Me, Extinct.

Spent

HM Album Reviews

Spent

Review by

Around the turn of the last century, Jorge Goyco and his wife, Leigh, proffered sunny ambient techno together as Antidote. Whether anything else about him has gotten darker in the decade-plus since the last album came from any band named Antidote, his sonic palette has deepened to shadowier hues, represented in a new moniker for his solo act, Me, Extinct. (The deepening seems to mirror the name change, from an affirmative reference (Acts 4:12) to one of self-negation (John 3:30).

Sonically, that equates to Nettwerk and Wax Trax! back catalogs deep on Goyco’s hard drive, churning with compressed, distorted, industrial guitar crunch paired with doomsday post-disco beats. Coed vocals (any sign of Leigh?), some rapped, others almost inadvertently comical in their (un)intentional wimpiness. Been done before, maybe, but possibly not without the occasional bro-step whooshes and particular combination of recombinants Goyco now calls Me, Extinct.

Been done better? Regular attendees of goth dance clubs could tell you better than I could, but this hits all the right notes of self-immolating melancholy amid wisps of redemption. (That said, Lord knows an entire evening of a similar style-direness could get most anyone dancing during my grad school days.)

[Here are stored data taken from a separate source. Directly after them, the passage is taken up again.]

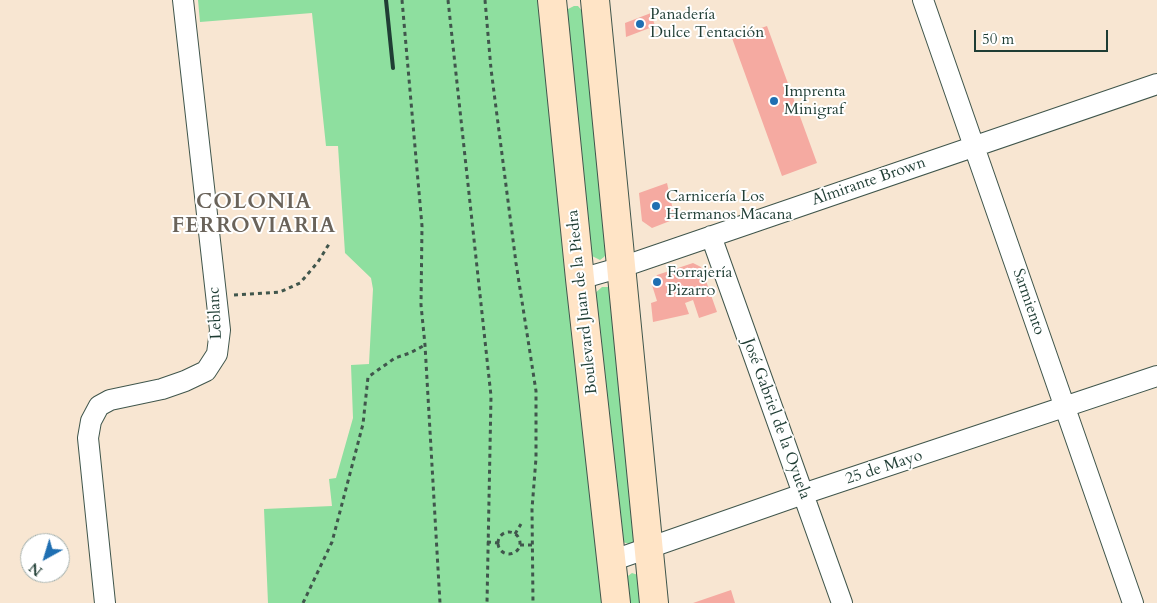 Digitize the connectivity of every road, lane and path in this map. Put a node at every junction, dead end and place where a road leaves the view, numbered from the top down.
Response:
1 (183, 0) edge
2 (402, 0) edge
3 (448, 0) edge
4 (485, 0) edge
5 (553, 0) edge
6 (595, 0) edge
7 (923, 0) edge
8 (1157, 84) edge
9 (973, 147) junction
10 (711, 236) junction
11 (329, 244) dead end
12 (622, 267) junction
13 (580, 279) junction
14 (216, 296) junction
15 (425, 344) junction
16 (1157, 376) edge
17 (1065, 408) junction
18 (803, 494) junction
19 (521, 524) dead end
20 (515, 534) junction
21 (487, 542) junction
22 (499, 543) junction
23 (520, 545) junction
24 (532, 545) junction
25 (648, 549) junction
26 (611, 561) junction
27 (105, 603) edge
28 (303, 603) edge
29 (440, 603) edge
30 (487, 603) edge
31 (533, 603) edge
32 (616, 603) edge
33 (654, 603) edge
34 (842, 603) edge
35 (1133, 603) edge

1 - 14 street, Leblanc
2 - 15 path
3 - 21 path
4 - 24 path
5 - 13 main road, Boulevard Juan de la Piedra
6 - 12 main road
7 - 9 street, Sarmiento
8 - 9 street, Almirante Brown
9 - 10 street, Almirante Brown
9 - 17 street, Sarmiento
10 - 12 street, Almirante Brown
10 - 18 street, José Gabriel de la Oyuela
11 - 14 path
12 - 13 street, Almirante Brown
12 - 25 main road
13 - 26 main road, Boulevard Juan de la Piedra
14 - 27 street, Leblanc
15 - 28 path
15 - 29 path
16 - 17 street, 25 de Mayo
17 - 18 street, 25 de Mayo
17 - 35 street, Sarmiento
18 - 25 street, 25 de Mayo
18 - 34 street, José Gabriel de la Oyuela
19 - 20 path
20 - 22 path
20 - 23 path
21 - 22 path
21 - 30 path
22 - 23 path
23 - 24 path
24 - 31 path
25 - 26 street, 25 de Mayo
25 - 33 main road
26 - 32 main road, Boulevard Juan de la Piedra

The intervals of more organic-sounding beat work gels better than the rhyme-spit lyrics when it comes to Me, Extinct.’s hip-hop elements, but Consolidated and M .C. 900’s work seemed like borderline novelties to my ears, as well.

In short, save for the possibility of an additional fan here or there of Georgia O’Keefe-style artwork and wants a physical copy, Spent will resonate with those already enamored with Goyco’s subsect of the darkly danceable; others may admire, if not wholly embrace.